The issues as joined disclose that it is not disputed that the instant action is one for purely injunctive relief and Defendant Hurley is not entitled to a jury trial. Bradford v. Securities and Exchange Commission, 278 F.2d 566 (Ninth Cir. 1960). The issues raised in regard to the responsive Motion to Stay or in the Alternative for a Jury Trial constitute a controversy which must be resolved in order to rule on the interrelated Motions now considered.

The basis for said Motion to Stay is that Defendant Hurley has been sued in this Court for civil money damages in the case of Kay v. Gulf South Mortgage Investors, et al., case No. CIV-75-0498-T for the same alleged Securities law violations as are involved in the instant case for injunctive relief. Defendant Hurley states he made a proper and timely demand for a jury trial in said action. It is asserted that if the instant case involving only injunctive issues were tried prior to the companion case involving legal issues for which Defendant Hurley is entitled to a jury trial that said Defendant would be deprived of his right to have the legal issues determined by a jury by reason of a possible prior determination of equitable issues in the instant action. Cited in support of his position are the cases of Beacon Theatres v. Westover, 359 U.S. 500, 79 S.Ct. 948, 3 L.Ed.2d 988 (1959) and Goldman, Sachs & Co. v. Edelstein, 494 F.2d 76 (Second Cir. 1974).

Plaintiff’s Reply sets out a contention that an Order entered in a Securities injunction action does not constitute collateral estoppel as to a later legal action for which a jury trial is allowed relying primarily on the case of Rachal v. Hill, 435 F.2d 59 (Fifth Cir. 1970) cert. den. 403 U.S. 904, 91 S.Ct. 2203, 29 L.Ed.2d 680.

The issues have been joined in the instant case on the pending Motions. A check of the docket of the companion case in this Court for civil damages indicates that same can be classified as complex litigation and the issues are not now joined. A Motion *86 for a Class Action determination is pending in said case along with other Motions.
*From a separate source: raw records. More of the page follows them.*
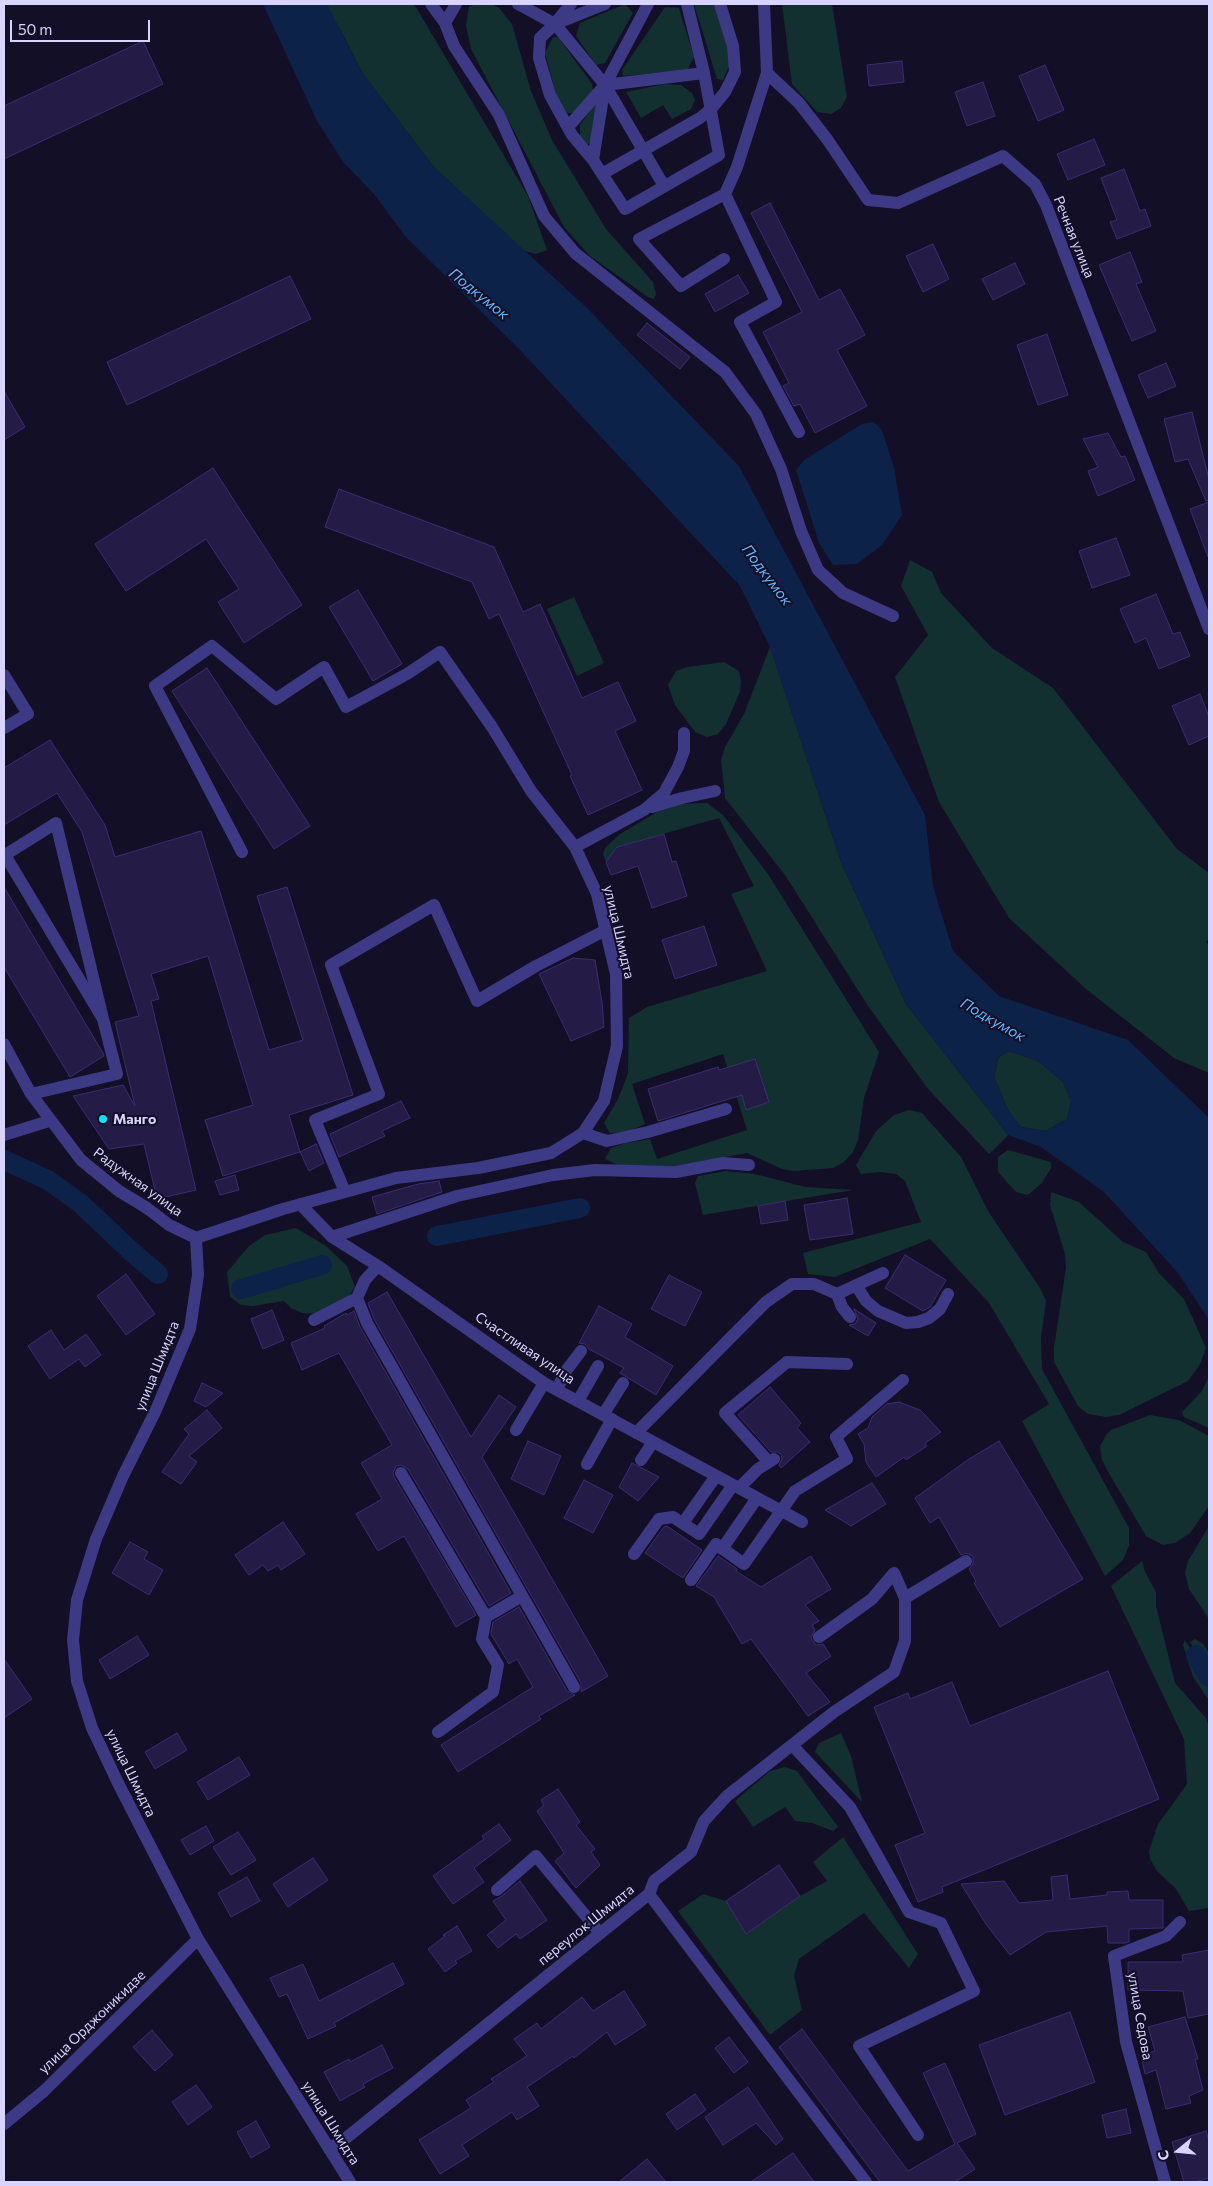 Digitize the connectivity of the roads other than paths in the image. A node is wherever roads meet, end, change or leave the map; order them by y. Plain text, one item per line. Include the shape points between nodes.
1 (432, 4) edge
2 (456, 4) edge
3 (518, 4) edge
4 (571, 4) edge
5 (605, 4) edge
6 (648, 4) edge
7 (687, 4) edge
8 (720, 4) edge
9 (764, 4) edge
10 (445, 23) junction
11 (555, 24) junction
12 (704, 73) junction
13 (767, 74) junction
14 (605, 85) junction
15 (712, 108) junction
16 (568, 127) junction
17 (643, 151) junction
18 (593, 160) junction
19 (602, 174) junction
20 (664, 186) junction
21 (725, 194) junction
22 (724, 260) dead end
23 (799, 432) dead end
24 (893, 616) dead end
25 (1209, 629) edge
26 (4, 675) edge
27 (4, 728) edge
28 (684, 732) dead end
29 (714, 791) dead end
30 (644, 810) junction
31 (575, 847) junction
32 (242, 852) dead end
33 (4, 856) edge
34 (606, 930) junction
35 (103, 1019) junction
36 (4, 1044) edge
37 (30, 1094) junction
38 (726, 1109) dead end
39 (49, 1120) junction
40 (583, 1133) junction
41 (4, 1135) edge
42 (750, 1165) dead end
43 (346, 1192) junction
44 (300, 1204) junction
45 (332, 1237) junction
46 (196, 1238) junction
47 (378, 1266) junction
48 (883, 1273) dead end
49 (856, 1285) junction
50 (837, 1294) junction
51 (948, 1294) dead end
52 (357, 1298) junction
53 (850, 1317) dead end
54 (314, 1320) dead end
55 (581, 1351) dead end
56 (848, 1364) dead end
57 (598, 1366) dead end
58 (903, 1380) dead end
59 (544, 1383) junction
60 (623, 1383) dead end
61 (556, 1390) junction
62 (578, 1401) junction
63 (608, 1417) junction
64 (516, 1430) dead end
65 (636, 1433) junction
66 (652, 1442) junction
67 (641, 1460) dead end
68 (587, 1464) dead end
69 (401, 1473) dead end
70 (716, 1476) junction
71 (736, 1487) junction
72 (757, 1498) junction
73 (782, 1511) junction
74 (802, 1522) dead end
75 (683, 1523) junction
76 (722, 1549) junction
77 (634, 1554) dead end
78 (966, 1561) dead end
79 (691, 1580) dead end
80 (522, 1596) junction
81 (905, 1598) junction
82 (486, 1617) junction
83 (819, 1637) dead end
84 (574, 1687) dead end
85 (438, 1732) dead end
86 (792, 1745) junction
87 (497, 1890) dead end
88 (649, 1894) junction
89 (1180, 1922) dead end
90 (600, 1934) junction
91 (198, 1939) junction
92 (4, 2124) edge
93 (918, 2135) dead end
94 (329, 2148) junction
95 (350, 2182) edge
96 (866, 2182) edge
97 (1165, 2182) edge

1 - 10 street
2 - 10 street
3 - 11 street
4 - 11 street
5 - 11 street
6 - 14 street
7 - 12 street
8 - 15 street via 733,46 735,72
9 - 13 street
10 - 24 street via 454,46 499,115 544,216 575,253 725,372 759,422 781,469 801,531 818,570 843,593
11 - 14 street
11 - 16 street via 540,38 538,58 550,95
12 - 14 street
12 - 15 street
13 - 21 street
13 - 25 street, Речная улица via 799,103 868,200 898,202 1003,156 1035,184
14 - 16 street
14 - 17 street
14 - 18 street
15 - 17 street
15 - 20 street via 719,155
16 - 18 street
17 - 19 street
17 - 20 street
18 - 19 street
19 - 20 street via 625,208
21 - 22 street via 639,239 681,286
21 - 23 street via 776,302 740,322
26 - 27 street via 28,714
28 - 30 street via 684,751 678,767 664,793
29 - 30 street
30 - 31 street
31 - 32 street, улица Шмидта via 531,791 440,652 407,674 346,706 324,667 276,699 212,646 155,686
31 - 34 street, улица Шмидта via 597,894
33 - 35 street
33 - 35 street via 56,823
34 - 40 street, улица Шмидта via 616,974 617,1046 604,1101
34 - 43 street via 477,1001 434,905 331,965 379,1094 315,1120
35 - 37 street via 117,1074
36 - 37 street, Радужная улица
37 - 39 street, Радужная улица
38 - 40 street via 607,1141
39 - 41 street
39 - 46 street, Радужная улица via 81,1160 98,1174 169,1225
40 - 43 street, улица Шмидта via 551,1153 478,1168 396,1178
42 - 45 street via 723,1163 676,1172 595,1170 553,1175 457,1196
43 - 44 street, улица Шмидта
44 - 45 street, Счастливая улица
44 - 46 street, улица Шмидта
45 - 47 street, Счастливая улица
46 - 91 street, улица Шмидта via 198,1275 190,1329 96,1539 77,1600 73,1640 77,1681 92,1728
47 - 52 street via 365,1280
47 - 59 street, Счастливая улица
48 - 49 street
49 - 50 street
49 - 51 street via 866,1301 878,1311 906,1323 929,1318 940,1309
50 - 53 street
50 - 65 street via 814,1284 792,1284 766,1302
52 - 54 street
52 - 80 street via 367,1323
55 - 61 street
56 - 71 street via 787,1362 725,1413 771,1460
57 - 62 street
58 - 73 street via 836,1437 847,1459 795,1491
59 - 61 street, Счастливая улица
59 - 64 street
60 - 63 street
61 - 62 street, Счастливая улица
62 - 63 street, Счастливая улица
63 - 65 street, Счастливая улица
63 - 68 street
65 - 66 street, Счастливая улица
66 - 67 street
66 - 70 street, Счастливая улица
69 - 82 street
70 - 71 street, Счастливая улица
70 - 75 street
71 - 72 street, Счастливая улица
71 - 75 street via 699,1534
72 - 73 street, Счастливая улица
72 - 76 street
73 - 74 street, Счастливая улица
73 - 76 street via 742,1569
75 - 77 street via 673,1517 659,1519
76 - 79 street via 716,1544
78 - 81 street
80 - 82 street
80 - 84 street
81 - 83 street via 894,1573 872,1598
81 - 86 street via 905,1641 894,1672
82 - 85 street via 482,1639 498,1666 494,1692
86 - 88 street via 727,1796 704,1821 691,1852 654,1881
86 - 93 street via 850,1807 909,1912 941,1923 974,1991 859,2046
87 - 90 street via 536,1856
88 - 90 street, переулок Шмидта
88 - 96 street, переулок Шмидта
89 - 97 street, улица Седова via 1166,1936 1114,1956 1126,2042
90 - 94 street, переулок Шмидта via 346,2138
91 - 92 street, улица Орджоникидзе via 44,2090
91 - 94 street, улица Шмидта
94 - 95 street, улица Шмидта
In the case of Pet Milk Company v. Ritter, 323 F.2d 586 (Tenth Cir. 1963) the Court stated:

“It is well settled that the district court has the power to stay proceedings pending before it and to control its docket for the purpose of ‘economy of time and effort for itself, for counsel, and for litigants.’ Landis v. North American Co., 299 U.S. 248, 254, 57 S.Ct. 163, 165-166, 81 L.Ed. 153. The granting of a stay ordinarily lies within the sound discretion of the district court.”

In Goldman, Sachs & Co. v. Edelstein, supra, the majority in a divided opinion stated:

“Ordinarily one who asserts the important right to a jury trial in timely fashion is entitled to a stay of an earlier non-jury resolution of the issues which might collaterally estop exercise of his right to have them decided by the jury. Beacon Theatres, Inc. v. Westover, 359 U.S. 500, 79 S.Ct. 948, 3 L.Ed.2d 988 (1959); Dairy Queen, Inc. v. Wood, 369 U.S. 469, 82 S.Ct. 894, 8 L.Ed.2d 44 (1962). However, in the content of this case, where identical issues are the subject of both jury and non-jury trials in different suits, some doubt arises, by reason of views expressed by us recently in Crane Co. v. American Standard, Inc., 490 F.2d 332 (2d Cir. 1973), p. 343 n. 15, as to whether a prior non-jury trial of the same issues in one case will estop a jury resolution of them in another.” (Emphasis supplied.)

In its conclusion, the majority stated:

“In order to foreclose the potential destruction of the defendant’s right to a jury trial in Welch, we . issued an order, . . . directing the district court to proceed first with the trial of Welch or in the alternative to consolidate Welch and Franklin for simultaneous trial.”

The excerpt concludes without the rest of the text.